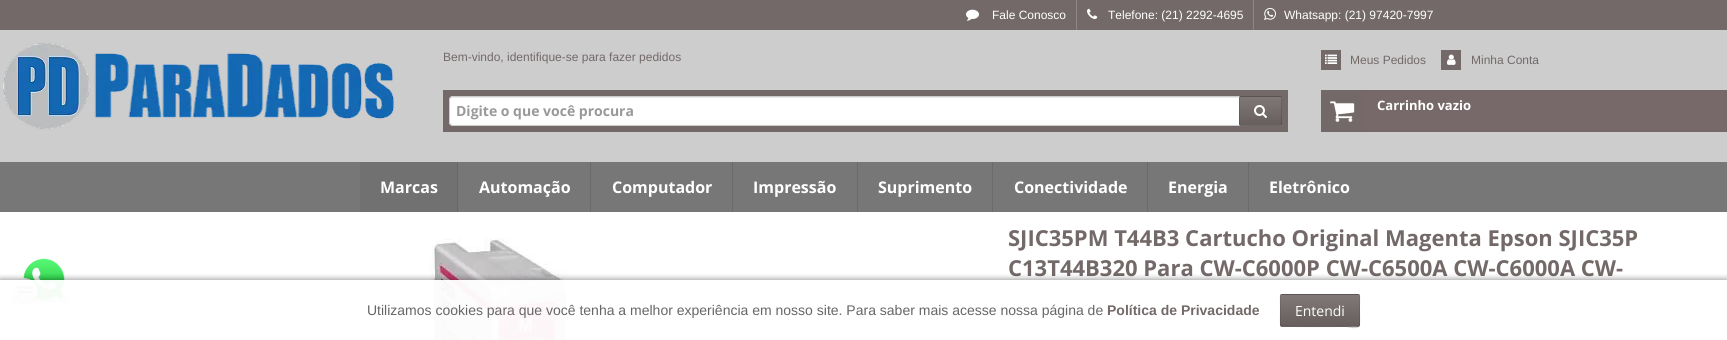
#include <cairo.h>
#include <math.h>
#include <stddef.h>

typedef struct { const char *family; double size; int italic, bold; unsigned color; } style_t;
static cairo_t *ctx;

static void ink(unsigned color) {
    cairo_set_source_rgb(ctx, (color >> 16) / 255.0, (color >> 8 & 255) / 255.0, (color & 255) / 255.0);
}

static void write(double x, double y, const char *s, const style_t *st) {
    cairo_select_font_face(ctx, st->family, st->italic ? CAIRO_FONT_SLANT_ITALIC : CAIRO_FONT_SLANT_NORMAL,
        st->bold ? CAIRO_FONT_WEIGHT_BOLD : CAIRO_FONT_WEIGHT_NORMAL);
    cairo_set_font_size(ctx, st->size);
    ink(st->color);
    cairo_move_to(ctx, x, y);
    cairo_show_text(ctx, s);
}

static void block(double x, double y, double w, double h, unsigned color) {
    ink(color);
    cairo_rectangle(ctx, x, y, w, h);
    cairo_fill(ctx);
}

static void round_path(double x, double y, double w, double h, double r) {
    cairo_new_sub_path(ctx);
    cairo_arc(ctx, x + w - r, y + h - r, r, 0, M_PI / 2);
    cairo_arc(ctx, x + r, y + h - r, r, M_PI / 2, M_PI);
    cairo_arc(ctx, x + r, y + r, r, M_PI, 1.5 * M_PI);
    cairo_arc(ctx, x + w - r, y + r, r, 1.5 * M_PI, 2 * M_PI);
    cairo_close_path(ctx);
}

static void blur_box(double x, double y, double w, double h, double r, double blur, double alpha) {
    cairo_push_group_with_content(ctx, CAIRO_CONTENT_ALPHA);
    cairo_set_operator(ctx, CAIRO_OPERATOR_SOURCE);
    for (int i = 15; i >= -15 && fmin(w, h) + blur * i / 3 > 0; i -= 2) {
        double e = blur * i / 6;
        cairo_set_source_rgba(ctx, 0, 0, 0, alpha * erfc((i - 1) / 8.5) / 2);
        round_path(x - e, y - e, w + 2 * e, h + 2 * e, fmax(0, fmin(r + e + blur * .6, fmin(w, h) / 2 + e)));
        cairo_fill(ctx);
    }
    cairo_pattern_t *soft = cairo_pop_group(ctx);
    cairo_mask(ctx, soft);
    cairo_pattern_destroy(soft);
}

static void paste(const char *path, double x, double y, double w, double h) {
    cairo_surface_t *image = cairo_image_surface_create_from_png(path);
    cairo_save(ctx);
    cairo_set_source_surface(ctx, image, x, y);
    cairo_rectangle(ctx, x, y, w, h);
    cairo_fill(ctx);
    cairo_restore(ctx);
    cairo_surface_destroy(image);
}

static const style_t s1 = {"Liberation Sans", 12, 0, 0, 0xffffff};
static const style_t s2 = {"Liberation Sans", 12, 0, 0, 0x736969};
static const style_t s3 = {"Open Sans", 14, 0, 1, 0x999999};
static const style_t s4 = {"Open Sans", 13, 0, 1, 0xffffff};
static const style_t s5 = {"Open Sans", 16, 0, 1, 0xffffff};
static const style_t s6 = {"Open Sans", 22, 0, 1, 0x736969};
static const style_t s7 = {"Liberation Sans", 14, 0, 0, 0x666666};
static const style_t s8 = {"Liberation Sans", 14, 0, 1, 0x736969};
static const style_t s9 = {"Open Sans", 14, 0, 0, 0xffffff};

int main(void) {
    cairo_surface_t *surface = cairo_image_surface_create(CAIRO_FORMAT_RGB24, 1727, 340);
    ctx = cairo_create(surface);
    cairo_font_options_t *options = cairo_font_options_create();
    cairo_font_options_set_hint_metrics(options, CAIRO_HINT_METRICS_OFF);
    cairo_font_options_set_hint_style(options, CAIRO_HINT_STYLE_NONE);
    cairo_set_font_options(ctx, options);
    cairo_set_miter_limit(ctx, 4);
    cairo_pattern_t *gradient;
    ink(0xffffff);
    cairo_paint(ctx);
    block(0, 0, 1727, 30, 0x736969);
    paste("pic1.png", 966, 9, 13, 12);
    write(992, 19, "Fale Conosco", &s1);
    block(1076, 0, 1, 30, 0x8f8787);
    paste("pic2.png", 1087, 8, 11, 11);
    write(1108, 19, "Telefone: (21) 2292-4695", &s1);
    block(1253, 0, 1, 30, 0x8f8787);
    paste("pic3.png", 1264, 8, 12, 12);
    write(1284, 19, "Whatsapp: (21) 97420-7997", &s1);
    paste("pic4.png", 11, 258, 58, 47);
    block(0, 30, 1727, 132, 0xcdcdcd);
    paste("pic5.png", 3, 42, 392, 88);
    write(443, 61, "Bem-vindo, identifique-se para fazer pedidos", &s2);
    block(1321, 50, 20, 20, 0x736969);
    paste("pic6.png", 1325, 54, 12, 10);
    write(1350, 64, "Meus Pedidos", &s2);
    block(1441, 50, 20, 20, 0x736969);
    paste("pic7.png", 1447, 54, 9, 11);
    write(1471, 64, "Minha Conta", &s2);
    block(443, 90, 845, 42, 0x736969);
    ink(0xffffff);
    round_path(449, 96, 797, 30, 4);
    cairo_fill(ctx);
    ink(0xececec);
    cairo_new_path(ctx);
    cairo_move_to(ctx, 453, 98);
    cairo_line_to(ctx, 1242, 98);
    cairo_curve_to(ctx, 1244, 98, 1245, 99, 1245, 101);
    cairo_curve_to(ctx, 1245, 99, 1244, 97, 1242, 97);
    cairo_line_to(ctx, 453, 97);
    cairo_curve_to(ctx, 451, 97, 450, 99, 450, 101);
    cairo_curve_to(ctx, 450, 99, 451, 98, 453, 98);
    cairo_close_path(ctx);
    cairo_fill(ctx);
    round_path(449.5, 96.5, 796, 29, 3.5);
    ink(0xcccccc);
    cairo_set_line_width(ctx, 1);
    cairo_stroke(ctx);
    write(456, 116, "Digite o que você procura", &s3);
    ink(0x736969);
    round_path(1239, 96, 43, 30, 2);
    cairo_fill(ctx);
    gradient = cairo_pattern_create_linear(1261, 69, 1261, 97);
    cairo_pattern_add_color_stop_rgba(gradient, 0, 1, 1, 1, 0.1);
    cairo_pattern_add_color_stop_rgba(gradient, 1, 0, 0, 0, 0.1);
    cairo_set_source(ctx, gradient);
    cairo_pattern_destroy(gradient);
    cairo_rectangle(ctx, 1239, 96, 43, 1);
    cairo_fill(ctx);
    gradient = cairo_pattern_create_linear(1261, 97, 1261, 125);
    cairo_pattern_add_color_stop_rgba(gradient, 0, 1, 1, 1, 0.1);
    cairo_pattern_add_color_stop_rgba(gradient, 1, 0, 0, 0, 0.1);
    cairo_set_source(ctx, gradient);
    cairo_pattern_destroy(gradient);
    cairo_rectangle(ctx, 1239, 97, 43, 28);
    cairo_fill(ctx);
    gradient = cairo_pattern_create_linear(1261, 125, 1261, 153);
    cairo_pattern_add_color_stop_rgba(gradient, 0, 1, 1, 1, 0.1);
    cairo_pattern_add_color_stop_rgba(gradient, 1, 0, 0, 0, 0.1);
    cairo_set_source(ctx, gradient);
    cairo_pattern_destroy(gradient);
    cairo_rectangle(ctx, 1239, 125, 43, 1);
    cairo_fill(ctx);
    round_path(1239.5, 96.5, 42, 29, 1.5);
    cairo_set_source_rgba(ctx, 0, 0, 0, 0.13);
    cairo_stroke(ctx);
    paste("pic8.png", 1254, 105, 13, 13);
    block(1362, 91, 364, 40, 0x776969);
    cairo_rectangle(ctx, 1321.5, 90.5, 405, 41);
    ink(0x736969);
    cairo_stroke(ctx);
    block(1322, 91, 40, 40, 0x736969);
    paste("pic9.png", 1330, 101, 25, 21);
    write(1377, 110, "Carrinho vazio", &s4);
    block(0, 162, 1727, 50, 0x777777);
    block(360, 162, 97, 50, 0x717171);
    block(457, 162, 1, 50, 0x666666);
    write(380, 193, "Marcas", &s5);
    block(590, 162, 1, 50, 0x6b6b6b);
    write(479, 193, "Automação", &s5);
    block(732, 162, 1, 50, 0x6b6b6b);
    write(612, 193, "Computador", &s5);
    block(857, 162, 1, 50, 0x6b6b6b);
    write(753, 193, "Impressão", &s5);
    block(992, 162, 1, 50, 0x6b6b6b);
    write(878, 193, "Suprimento", &s5);
    block(1147, 162, 1, 50, 0x6b6b6b);
    write(1014, 193, "Conectividade", &s5);
    block(1248, 162, 1, 50, 0x6b6b6b);
    write(1168, 193, "Energia", &s5);
    write(1269, 193, "Eletrônico", &s5);
    paste("pic10.png", 429, 238, 139, 102);
    write(1008, 246, "SJIC35PM T44B3 Cartucho Original Magenta Epson SJIC35P", &s6);
    write(1008, 276, "C13T44B320 Para CW-C6000P CW-C6500A CW-C6000A CW-", &s6);
    cairo_save(ctx);
    cairo_rectangle(ctx, 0, 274, 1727, 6);
    cairo_clip(ctx);
    ink(0x000000);
    blur_box(0, 280, 1727, 60, 0, 3.5, 0.5);
    cairo_restore(ctx);
    cairo_set_source_rgba(ctx, 1, 1, 1, 0.95);
    cairo_rectangle(ctx, 11, 280, 557, 60);
    cairo_fill(ctx);
    write(367, 315, "Utilizamos cookies para que você tenha a melhor experiência em nosso site. Para saber mais acesse nossa página de", &s7);
    write(1107, 315, "Política de Privacidade", &s8);
    round_path(1280, 294, 80, 33, 2);
    cairo_fill(ctx);
    gradient = cairo_pattern_create_linear(1320, 264, 1320, 295);
    cairo_pattern_add_color_stop_rgba(gradient, 0, 1, 1, 1, 0.1);
    cairo_pattern_add_color_stop_rgba(gradient, 1, 0, 0, 0, 0.1);
    cairo_set_source(ctx, gradient);
    cairo_pattern_destroy(gradient);
    cairo_rectangle(ctx, 1280, 294, 80, 1);
    cairo_fill(ctx);
    gradient = cairo_pattern_create_linear(1320, 295, 1320, 326);
    cairo_pattern_add_color_stop_rgba(gradient, 0, 1, 1, 1, 0.1);
    cairo_pattern_add_color_stop_rgba(gradient, 1, 0, 0, 0, 0.1);
    cairo_set_source(ctx, gradient);
    cairo_pattern_destroy(gradient);
    cairo_rectangle(ctx, 1280, 295, 80, 31);
    cairo_fill(ctx);
    gradient = cairo_pattern_create_linear(1320, 326, 1320, 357);
    cairo_pattern_add_color_stop_rgba(gradient, 0, 1, 1, 1, 0.1);
    cairo_pattern_add_color_stop_rgba(gradient, 1, 0, 0, 0, 0.1);
    cairo_set_source(ctx, gradient);
    cairo_pattern_destroy(gradient);
    cairo_rectangle(ctx, 1280, 326, 80, 1);
    cairo_fill(ctx);
    cairo_new_path(ctx);
    cairo_move_to(ctx, 1359, 326);
    cairo_curve_to(ctx, 1356, 329.5, 1350, 326.5, 1345.5, 326.5);
    cairo_curve_to(ctx, 1339, 326.5, 1282, 327, 1281, 326);
    cairo_set_source_rgba(ctx, 0, 0, 0, 0.2);
    cairo_stroke(ctx);
    cairo_new_path(ctx);
    cairo_move_to(ctx, 1281, 326);
    cairo_curve_to(ctx, 1279.5, 324.5, 1280.5, 313, 1280.5, 310.5);
    cairo_curve_to(ctx, 1280.5, 291, 1276.5, 294.5, 1294.5, 294.5);
    cairo_line_to(ctx, 1345.5, 294.5);
    cairo_curve_to(ctx, 1363.5, 294.5, 1359.5, 291, 1359.5, 310.5);
    cairo_curve_to(ctx, 1359.5, 313, 1360.5, 324.5, 1359, 326);
    cairo_set_source_rgba(ctx, 0, 0, 0, 0.1);
    cairo_stroke(ctx);
    write(1295, 316, "Entendi", &s9);
    cairo_surface_write_to_png(surface, "screenshot.png");
    cairo_font_options_destroy(options);
    cairo_destroy(ctx);
    cairo_surface_destroy(surface);
    return 0;
}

***

YOUR ASSIGNMENT –
The answer must consist of every line from the entries that holds the string "double".

TASK OUTPUT –
typedef struct { const char *family; double size; int italic, bold; unsigned color; } style_t;
static void write(double x, double y, const char *s, const style_t *st) {
static void block(double x, double y, double w, double h, unsigned color) {
static void round_path(double x, double y, double w, double h, double r) {
static void blur_box(double x, double y, double w, double h, double r, double blur, double alpha) {
        double e = blur * i / 6;
static void paste(const char *path, double x, double y, double w, double h) {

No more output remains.